Senza agevolazioni e con costi ormai insostenibili l’antica tradizione dei maestri vetrai rischia di scomparire. Poche fornaci resistono a una crisi ormai inarrestabile. Ma non è tutto perduto, c’è ancora chi lotta con coraggio e speranza.

Jean Blanchaert

Camminano gloriosi come i grandi toreri, alcuni avanzano con fatica, logorati dalla professione. Quando passano, gli altri isolani, istintivamente, riservano loro un impercettibile e reverente rispetto. Hanno l’aura. Sono i grandi maestri vetrai di Murano, ormai pochi, ma pur sempre al lavoro e ogni giorno intenti a creare nuove sculture. Gli artisti vengono da lontano, da ogni parte del mondo. Arrivano con un’idea, con dei progetti, con disegni più o meno dettagliati. Il maestro guarda, valuta, riflette e poi comincia a tuffare la canna nel crogiolo dal quale estrae il vetro fuso che è stato preparato dall’“omo de note” (l’addetto notturno) e che ha il colore adatto all’uopo. A Murano regna una mentalità isolana, ermetica; i maestri non lavorano dietro a vetrine visibili al pubblico come fanno i loro colleghi americani o certi cuochi d’oggi. Per arrivare nelle loro fornaci bisogna conoscere, bisogna sapere, bisogna avere un progetto di lavoro. E per entrare telepaticamente nella testa dell’artista venuto da lontano, allo scopo di capire con precisione cosa vuole rappresentare, è necessaria molta concentrazione.

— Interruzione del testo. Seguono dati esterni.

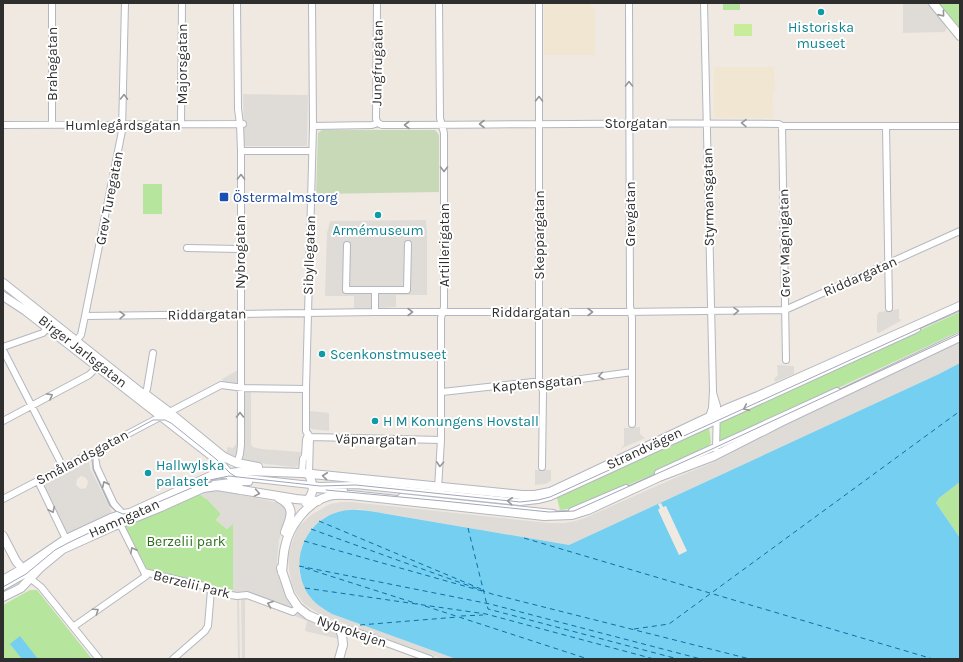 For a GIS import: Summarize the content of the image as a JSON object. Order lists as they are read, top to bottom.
{
  "streets": {
    "street": [
      "Jungfrugatan",
      "Brahegatan",
      "Majorsgatan",
      "Storgatan",
      "Humlegårdsgatan",
      "Styrmansgatan",
      "Grev Turegatan",
      "Grevgatan",
      "Skeppargatan",
      "Grev Magnigatan",
      "Artillerigatan",
      "Nybrogatan",
      "Sibyllegatan",
      "Riddargatan",
      "Birger Jarlsgatan",
      "Kaptensgatan",
      "Väpnargatan",
      "Strandvägen",
      "Smålandsgatan",
      "Hamngatan",
      "Berzelii Park",
      "Nybrokajen"
    ]
  },
  "crossings": [
    ["Jungfrugatan", "Storgatan"],
    ["Brahegatan", "Humlegårdsgatan"],
    ["Majorsgatan", "Humlegårdsgatan"],
    ["Storgatan", "Styrmansgatan"],
    ["Storgatan", "Grevgatan"],
    ["Storgatan", "Skeppargatan"],
    ["Storgatan", "Grev Magnigatan"],
    ["Storgatan", "Artillerigatan"],
    ["Storgatan", "Sibyllegatan"],
    ["Humlegårdsgatan", "Grev Turegatan"],
    ["Humlegårdsgatan", "Nybrogatan"],
    ["Styrmansgatan", "Riddargatan"],
    ["Styrmansgatan", "Strandvägen"],
    ["Grev Turegatan", "Riddargatan"],
    ["Grev Turegatan", "Birger Jarlsgatan"],
    ["Grevgatan", "Riddargatan"],
    ["Grevgatan", "Kaptensgatan"],
    ["Skeppargatan", "Riddargatan"],
    ["Skeppargatan", "Kaptensgatan"],
    ["Grev Magnigatan", "Riddargatan"],
    ["Artillerigatan", "Riddargatan"],
    ["Artillerigatan", "Kaptensgatan"],
    ["Artillerigatan", "Väpnargatan"],
    ["Artillerigatan", "Strandvägen"],
    ["Nybrogatan", "Riddargatan"],
    ["Nybrogatan", "Birger Jarlsgatan"],
    ["Nybrogatan", "Smålandsgatan"],
    ["Sibyllegatan", "Riddargatan"],
    ["Sibyllegatan", "Väpnargatan"],
    ["Sibyllegatan", "Strandvägen"],
    ["Birger Jarlsgatan", "Smålandsgatan"],
    ["Birger Jarlsgatan", "Hamngatan"],
    ["Strandvägen", "Hamngatan"],
    ["Hamngatan", "Berzelii Park"],
    ["Berzelii Park", "Nybrokajen"]
  ],
  "one_way": [
    "Storgatan",
    "Grev Turegatan",
    "Artillerigatan",
    "Nybrogatan",
    "Riddargatan",
    "Kaptensgatan",
    "Berzelii Park"
  ],
  "parks": ["Berzelii park"],
  "places": {
    "other": [
      "Historiska museet",
      "Armémuseum",
      "Scenkonstmuseet",
      "H M Konungens Hovstall",
      "Hallwylska palatset"
    ],
    "transit": ["Östermalmstorg"]
  }
} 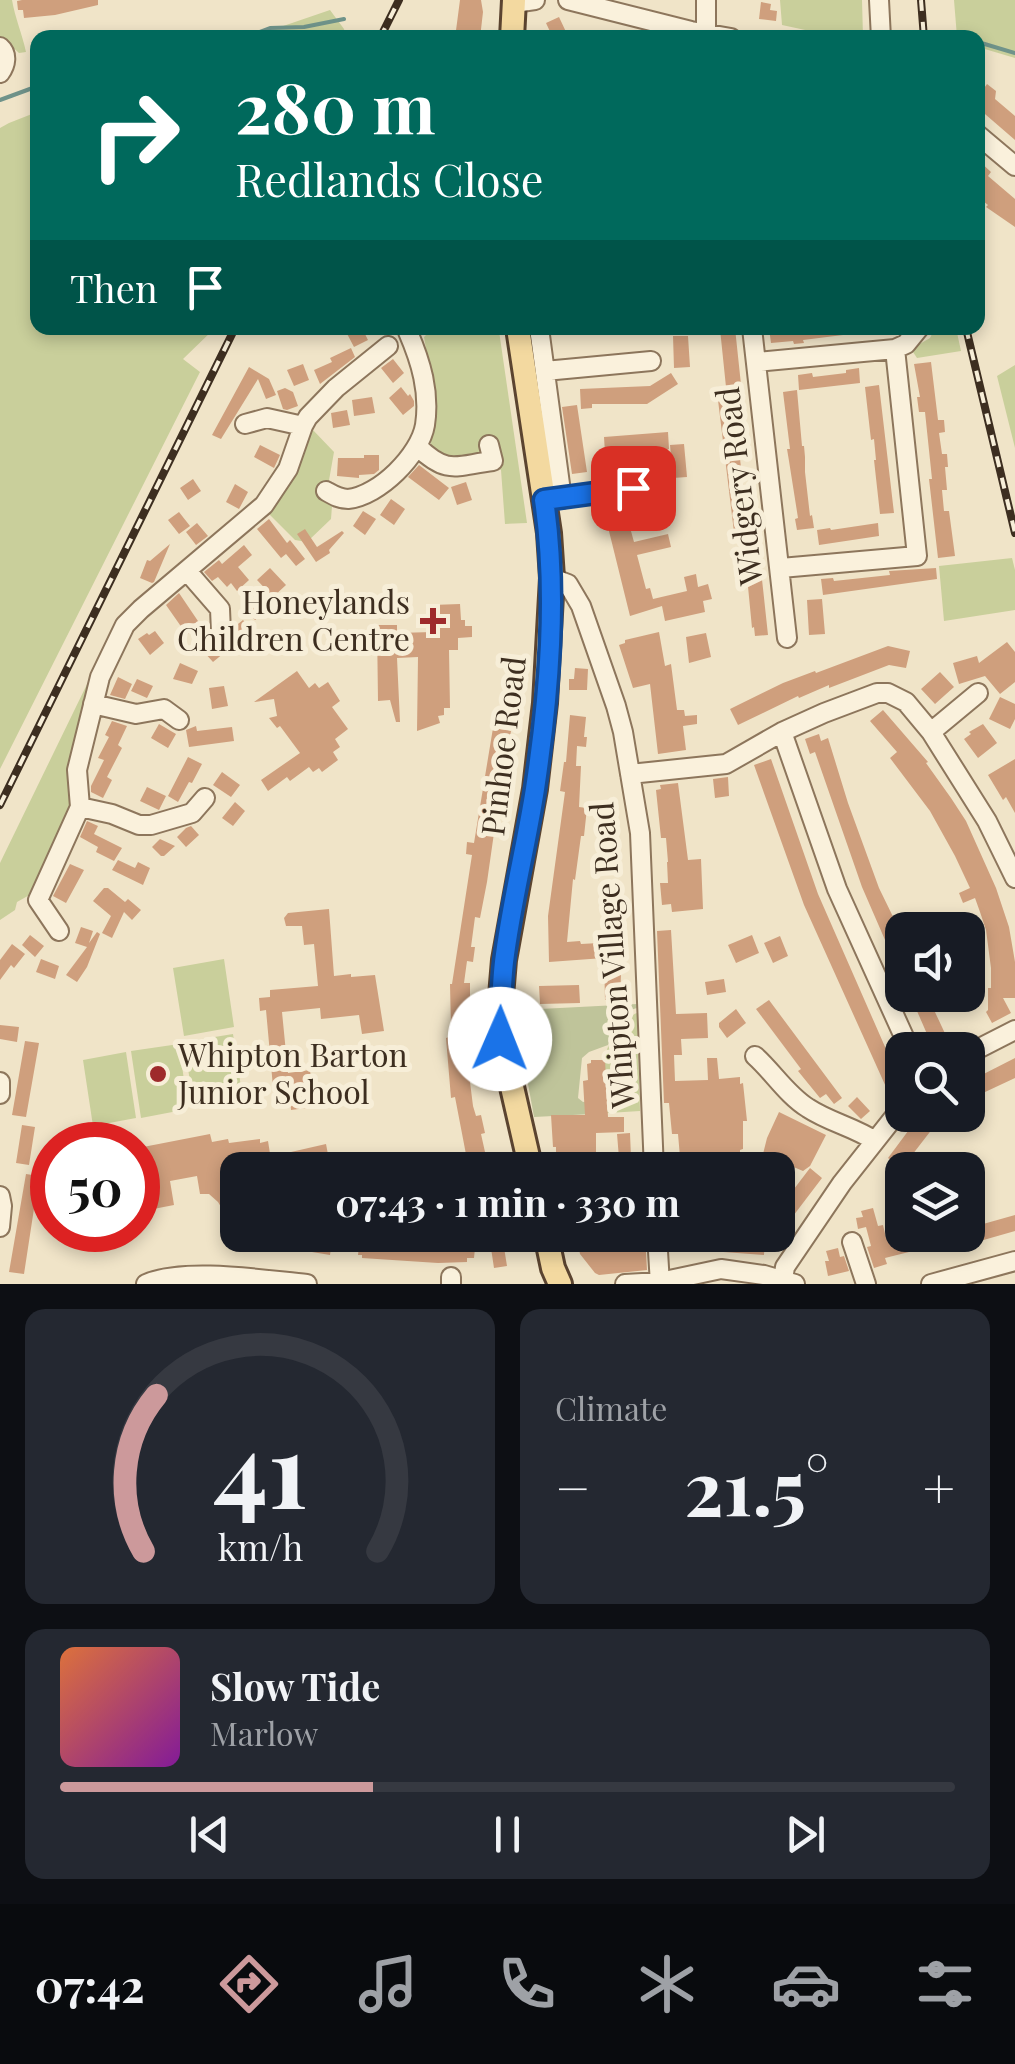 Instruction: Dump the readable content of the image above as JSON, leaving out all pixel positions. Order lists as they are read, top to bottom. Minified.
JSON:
{"streets":{"main road":["Pinhoe Road"],"street":["Widgery Road","Whipton Village Road"]},"crossings":[["Pinhoe Road","Whipton Village Road"]],"places":{"health":["Honeylands Children Centre"],"other":["Whipton Barton Junior School"]},"page":{"turn":["280 m","Redlands Close"],"then":"Then","limit":"50","trip":"07:43 · 1 min · 330 m","tile":"Climate","heat":["−","21.5°","+"],"song":["Slow Tide","Marlow"],"tabs":"07:42","gauge":["41","km/h"]}}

Il balletto del vetro ha luogo tutti i giorni, in silenzio, per otto, nove ore. Maestro, aiuto maestro, servente, serventino e garzonetto si incrociano dalle sei di mattina a mezzogiorno e dall’una alle quattro del pomeriggio. Gli unici suoni sono i comandi secchi del maestro, a volte imprecazioni in dialetto muranese, che incitano i serventi a stare in campana, in sincronia, a tempo. Ogni tanto si ode il clangore del metallo su metallo. Il fuoco soffia costante in sottofondo come l’onda dell’oceano. L’atmosfera è medievale, dura, seria e militaresca. Il giovane che vuole imparare deve “rubar co ocio” (rubare con l’occhio). Non riceverà spiegazioni di sorta. Questa tecnica di sala, che si è affinata negli ultimi settecento anni, è immutabile, diversa da quelle del resto del mondo quanto lo sono i marines dagli altri reggimenti. 

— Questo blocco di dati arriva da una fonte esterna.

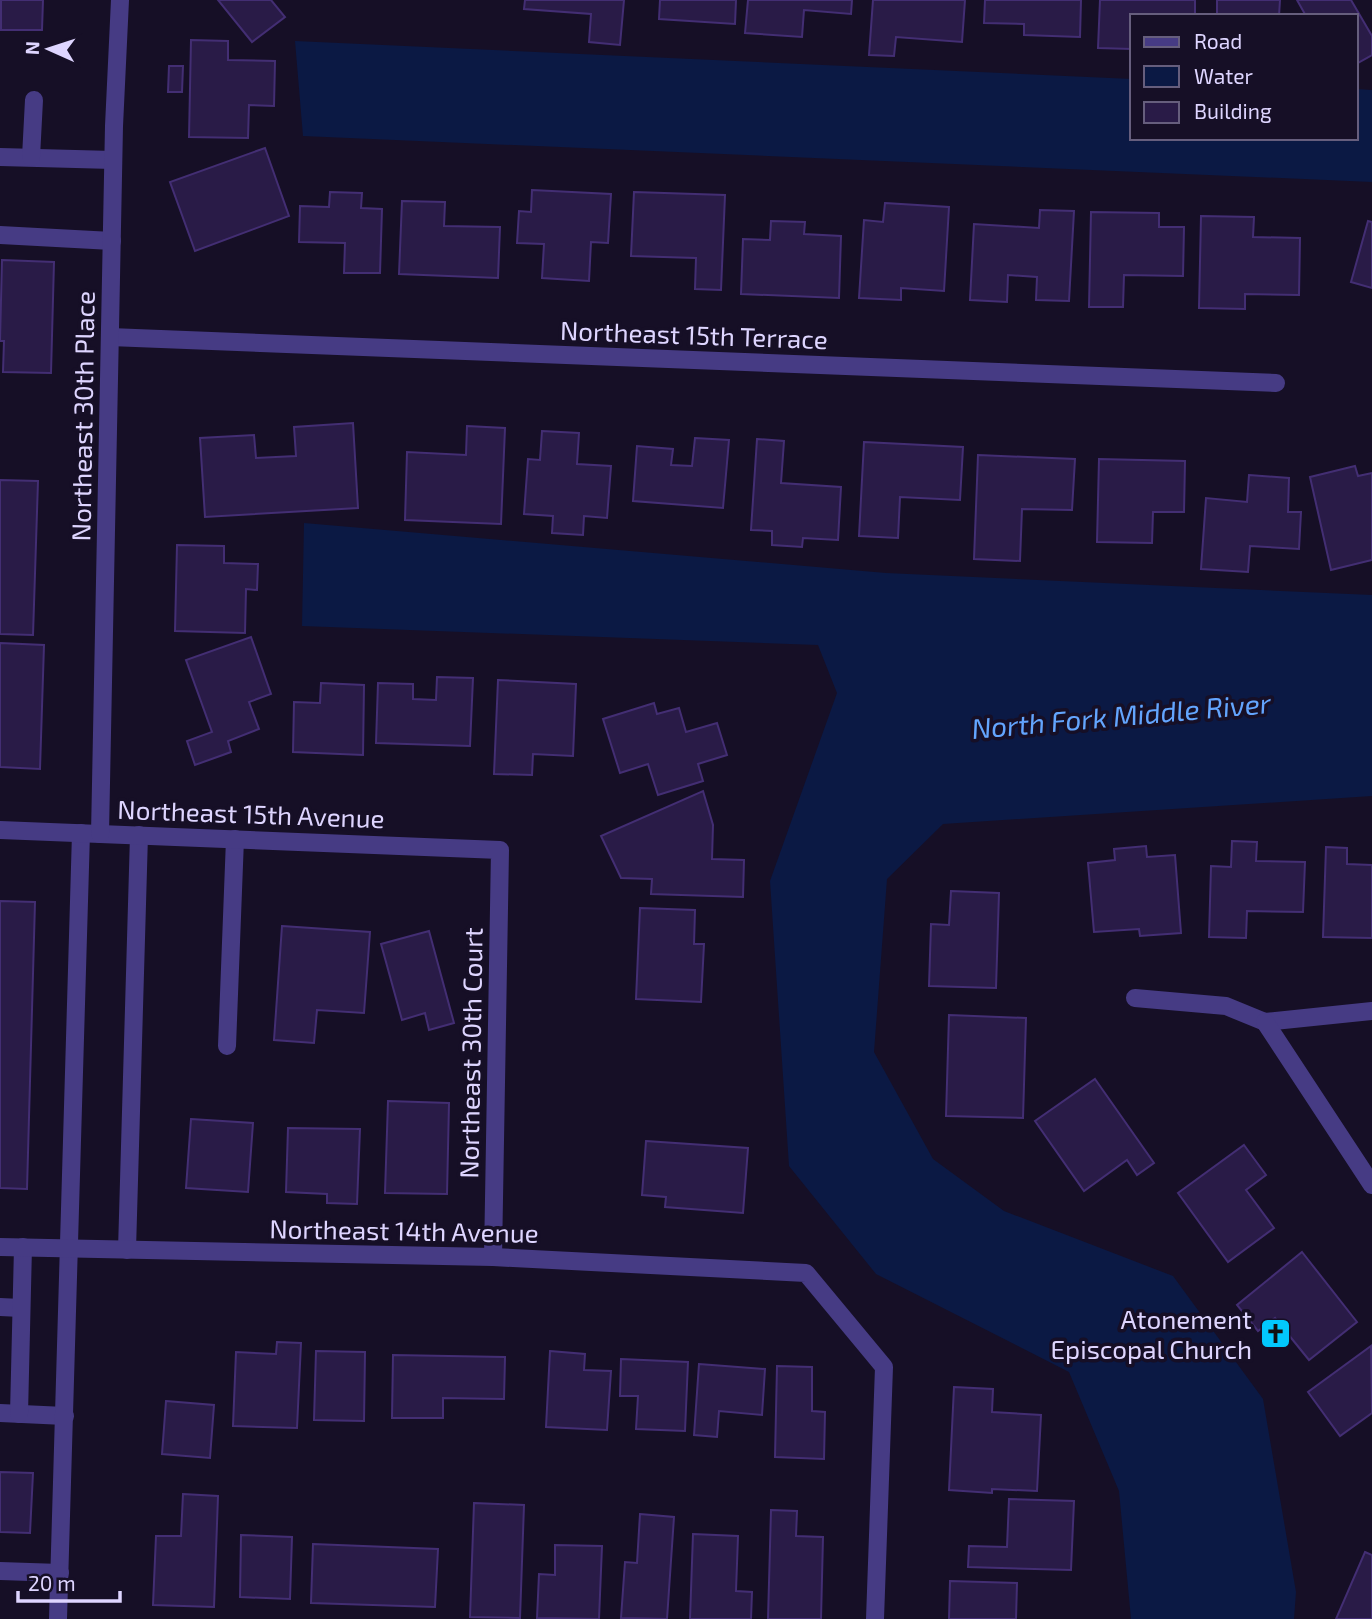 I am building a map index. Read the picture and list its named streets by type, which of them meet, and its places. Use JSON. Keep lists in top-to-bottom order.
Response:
{
  "streets": {
    "street": [
      "Northeast 15th Terrace",
      "Northeast 30th Place",
      "Northeast 15th Avenue",
      "Northeast 30th Court",
      "Northeast 14th Avenue"
    ]
  },
  "crossings": [
    ["Northeast 15th Terrace", "Northeast 30th Place"],
    ["Northeast 30th Place", "Northeast 15th Avenue"],
    ["Northeast 15th Avenue", "Northeast 30th Court"],
    ["Northeast 30th Court", "Northeast 14th Avenue"]
  ],
  "water": ["North Fork Middle River"],
  "places": {
    "church": ["Atonement Episcopal Church"]
  },
  "legend": ["Road", "Water", "Building"],
  "scale_bar": "20 m",
  "north": "left"
}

I turisti che passano a migliaia dall’isola non vedono quasi mai questi virtuosi. Sono condotti altrove e hanno di Murano un’altra immagine, più semplice, meno preziosa, meno nascosta.

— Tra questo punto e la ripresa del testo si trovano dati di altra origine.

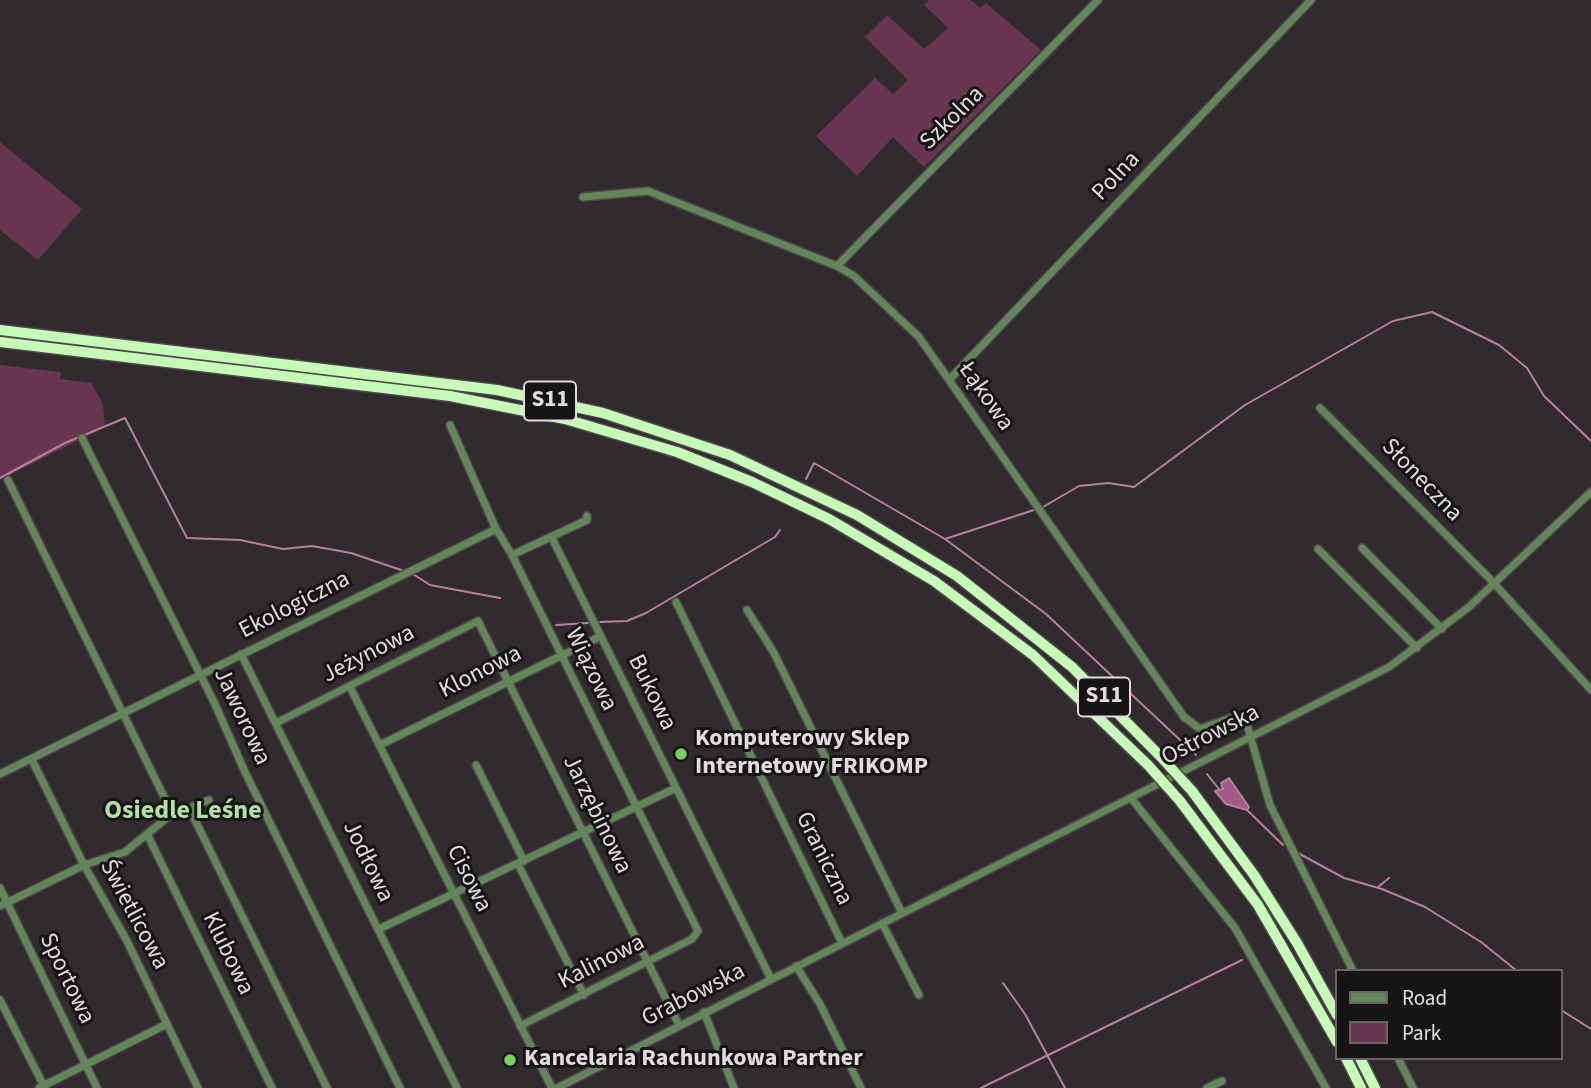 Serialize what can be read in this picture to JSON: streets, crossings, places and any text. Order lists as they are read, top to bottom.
{
  "streets": {
    "highway": ["S11"],
    "street": [
      "Szkolna",
      "Polna",
      "Łąkowa",
      "Słoneczna",
      "Ekologiczna",
      "Jeżynowa",
      "Wiązowa",
      "Klonowa",
      "Bukowa",
      "Jaworowa",
      "Ostrowska",
      "Jarzębinowa",
      "Graniczna",
      "Jodłowa",
      "Cisowa",
      "Świetlicowa",
      "Klubowa",
      "Kalinowa",
      "Sportowa",
      "Grabowska"
    ]
  },
  "crossings": [
    ["Szkolna", "Łąkowa"],
    ["Polna", "Łąkowa"],
    ["Łąkowa", "Ostrowska"],
    ["Słoneczna", "Ostrowska"],
    ["Ekologiczna", "Wiązowa"],
    ["Ekologiczna", "Jaworowa"],
    ["Ekologiczna", "Jodłowa"],
    ["Ekologiczna", "Świetlicowa"],
    ["Jeżynowa", "Jarzębinowa"],
    ["Jeżynowa", "Jodłowa"],
    ["Jeżynowa", "Cisowa"],
    ["Wiązowa", "Klonowa"],
    ["Wiązowa", "Kalinowa"],
    ["Klonowa", "Bukowa"],
    ["Klonowa", "Jarzębinowa"],
    ["Klonowa", "Cisowa"],
    ["Bukowa", "Grabowska"],
    ["Ostrowska", "Graniczna"],
    ["Ostrowska", "Grabowska"],
    ["Jarzębinowa", "Kalinowa"],
    ["Jarzębinowa", "Grabowska"],
    ["Cisowa", "Kalinowa"],
    ["Cisowa", "Grabowska"]
  ],
  "districts": ["Osiedle Leśne"],
  "places": ["Komputerowy Sklep Internetowy FRIKOMP", "Kancelaria Rachunkowa Partner"],
  "legend": ["Road", "Park"]
}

Molta gente è furibonda contro l’atteggiamento miope che ha consentito al vetro cinese di essere protagonista nei negozietti dell’isola, abbassando la qualità del prodotto e l’immagine di Murano. Non è il discorso snobistico di chi non sa che i piccoli negozi sono il tessuto connettivo del posto, bensì la reazione di chi ama Murano e si è accorto della gestione improvvida delle faccende vetrarie. Per esempio il Consorzio Promovetro di Murano, presieduto da Luciano Gambaro, non è stato a guardare e ha costituito un marchio di garanzia e tutela di cui si possono fregiare soltanto le ditte più prestigiose che producono nell’isola. Va detto, però, che se nel IV secolo l’imperatore Costantino abolì le tasse ai maestri incisori che avevano il figlio in bottega, oggi, diciassette secoli dopo, le cose, da questo punto di vista, sono peggiorate.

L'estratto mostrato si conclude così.